▸ **Exercise requirements**
Beginning with the line that holds "middle mcp: (324, 285)" and ending with the last line, please repeat the entries exactly and omit the pictures.

━━━━━━━━━━━━━━━━━━━━━━━━━━━━━━

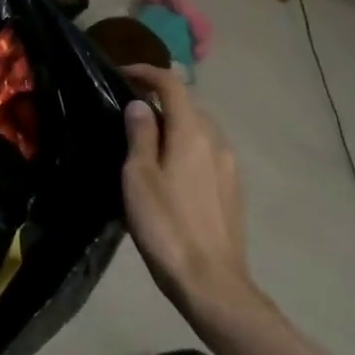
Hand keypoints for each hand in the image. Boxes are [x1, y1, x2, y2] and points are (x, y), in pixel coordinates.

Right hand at [120, 65, 254, 319]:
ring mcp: (229, 166)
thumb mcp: (139, 177)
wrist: (211, 282)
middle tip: (127, 111)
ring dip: (173, 125)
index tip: (122, 73)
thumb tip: (140, 105)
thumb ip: (140, 135)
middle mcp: (216, 141)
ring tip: (145, 142)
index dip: (146, 72)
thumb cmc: (166, 225)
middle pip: (188, 105)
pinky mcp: (232, 190)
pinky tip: (169, 171)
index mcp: (192, 132)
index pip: (172, 85)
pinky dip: (185, 147)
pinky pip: (206, 153)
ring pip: (199, 130)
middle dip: (159, 100)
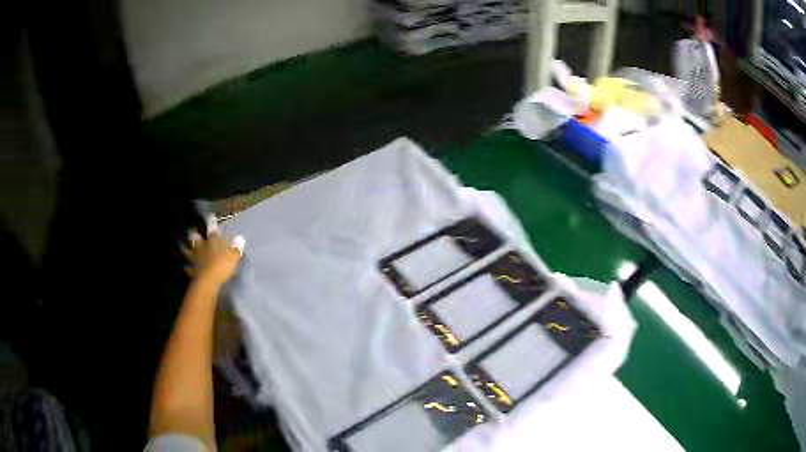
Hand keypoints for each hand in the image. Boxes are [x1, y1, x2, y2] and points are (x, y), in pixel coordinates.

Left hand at [181, 228, 244, 289]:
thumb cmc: (222, 266)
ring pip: (189, 253)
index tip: (212, 223)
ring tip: (183, 248)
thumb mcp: (233, 257)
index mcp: (213, 243)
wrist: (208, 281)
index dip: (213, 229)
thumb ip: (236, 248)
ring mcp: (196, 259)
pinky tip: (186, 267)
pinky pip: (189, 269)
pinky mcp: (193, 271)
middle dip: (194, 235)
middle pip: (197, 240)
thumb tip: (240, 238)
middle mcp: (202, 249)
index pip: (214, 234)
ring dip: (187, 251)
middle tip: (192, 231)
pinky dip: (187, 268)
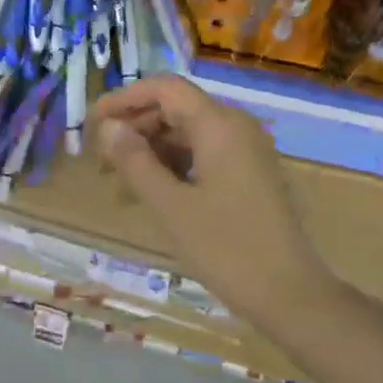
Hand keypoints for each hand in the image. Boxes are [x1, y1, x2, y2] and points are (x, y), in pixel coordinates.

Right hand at [90, 76, 342, 331]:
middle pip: (176, 109)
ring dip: (151, 152)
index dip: (125, 99)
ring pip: (188, 134)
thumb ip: (135, 161)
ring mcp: (246, 151)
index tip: (92, 123)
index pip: (165, 88)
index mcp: (219, 125)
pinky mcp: (249, 174)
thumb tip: (109, 127)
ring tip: (119, 185)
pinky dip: (174, 167)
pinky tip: (150, 195)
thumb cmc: (226, 248)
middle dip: (135, 129)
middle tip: (101, 161)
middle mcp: (236, 127)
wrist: (289, 294)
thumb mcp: (171, 206)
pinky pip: (204, 155)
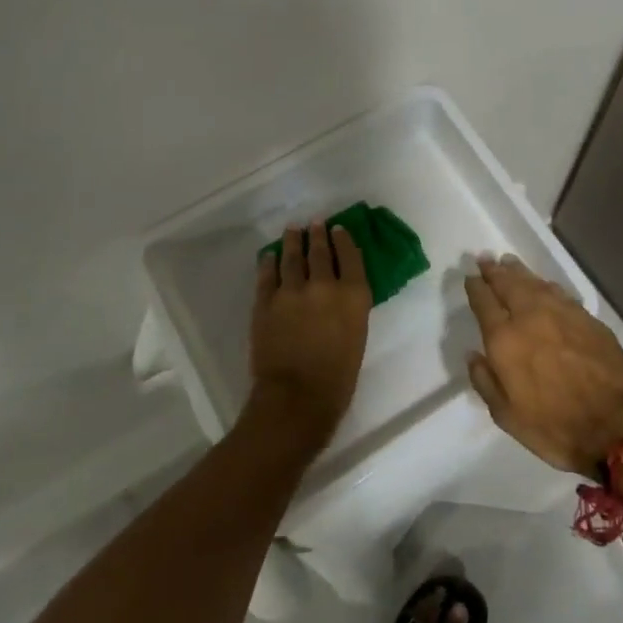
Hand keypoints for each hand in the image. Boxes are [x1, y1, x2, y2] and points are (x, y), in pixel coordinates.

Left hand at [247, 221, 372, 449]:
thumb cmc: (338, 378)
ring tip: (292, 231)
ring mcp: (291, 291)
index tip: (338, 229)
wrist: (297, 399)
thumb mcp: (357, 336)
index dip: (344, 240)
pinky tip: (269, 256)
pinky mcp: (265, 302)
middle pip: (320, 251)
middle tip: (315, 223)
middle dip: (318, 235)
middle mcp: (324, 285)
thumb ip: (349, 307)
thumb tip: (340, 292)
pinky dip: (268, 262)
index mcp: (353, 295)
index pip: (350, 256)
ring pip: (291, 257)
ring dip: (292, 241)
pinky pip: (267, 275)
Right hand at [464, 255, 622, 474]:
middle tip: (486, 259)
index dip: (475, 287)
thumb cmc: (554, 427)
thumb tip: (474, 355)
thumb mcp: (507, 416)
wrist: (615, 427)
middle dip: (495, 271)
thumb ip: (485, 381)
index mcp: (505, 339)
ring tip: (509, 262)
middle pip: (508, 284)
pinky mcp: (587, 318)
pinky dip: (545, 285)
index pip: (484, 302)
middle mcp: (530, 316)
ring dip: (519, 272)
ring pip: (534, 283)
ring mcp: (562, 313)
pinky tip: (543, 285)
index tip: (470, 277)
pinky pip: (559, 293)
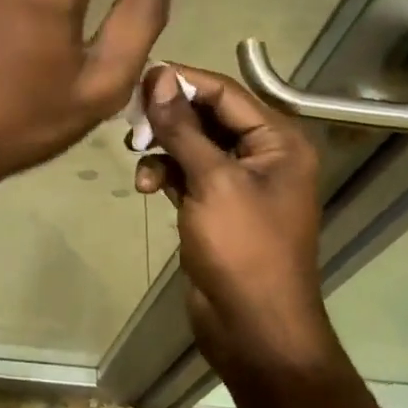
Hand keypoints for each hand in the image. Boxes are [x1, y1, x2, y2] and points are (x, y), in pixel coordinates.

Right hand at [134, 66, 339, 373]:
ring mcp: (239, 181)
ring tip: (135, 153)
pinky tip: (146, 186)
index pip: (225, 92)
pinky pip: (187, 172)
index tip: (139, 77)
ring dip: (163, 146)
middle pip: (207, 115)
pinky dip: (165, 172)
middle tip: (129, 117)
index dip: (182, 81)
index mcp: (278, 141)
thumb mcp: (212, 181)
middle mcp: (262, 154)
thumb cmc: (243, 249)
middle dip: (168, 116)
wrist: (254, 330)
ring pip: (192, 143)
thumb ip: (182, 127)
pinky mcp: (216, 205)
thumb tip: (158, 77)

━━━━━━━━━━━━━━━━━━━━━━━━━━━━━━

▸ **Exercise response**
middle mcp: (324, 285)
thumb ip: (349, 307)
thumb tip: (340, 292)
pinky dip: (268, 262)
index mcp: (353, 295)
index pip: (350, 256)
ring pip: (291, 257)
ring dip: (292, 241)
pinky pip: (267, 275)
Right hand at [464, 255, 622, 474]:
middle tip: (486, 259)
index dip: (475, 287)
thumb cmc: (554, 427)
thumb tip: (474, 355)
thumb mcp: (507, 416)
wrist: (615, 427)
middle dip: (495, 271)
thumb ip: (485, 381)
index mcp: (505, 339)
ring tip: (509, 262)
middle pip: (508, 284)
pinky mcp: (587, 318)
pinky dip: (545, 285)
index pip: (484, 302)
middle mcp: (530, 316)
ring dip: (519, 272)
ring pip: (534, 283)
ring mcp: (562, 313)
pinky tip: (543, 285)
index tip: (470, 277)
pinky pip: (559, 293)
Hand keypoints for each hand in the image. Boxes are [x1, y1, x2, y2] and points are (x, y), in pixel coordinates.

Right hand at [134, 66, 339, 373]:
ring mcp: (239, 181)
ring tip: (135, 153)
pinky tip: (146, 186)
index pip: (225, 92)
pinky pip: (187, 172)
index tip: (139, 77)
ring dip: (163, 146)
middle pip: (207, 115)
pinky dip: (165, 172)
middle tip: (129, 117)
index dip: (182, 81)
index mcp: (278, 141)
thumb mcp: (212, 181)
middle mcp: (262, 154)
thumb cmc: (243, 249)
middle dip: (168, 116)
wrist: (254, 330)
ring pip: (192, 143)
thumb ip: (182, 127)
pinky mcp: (216, 205)
thumb tip: (158, 77)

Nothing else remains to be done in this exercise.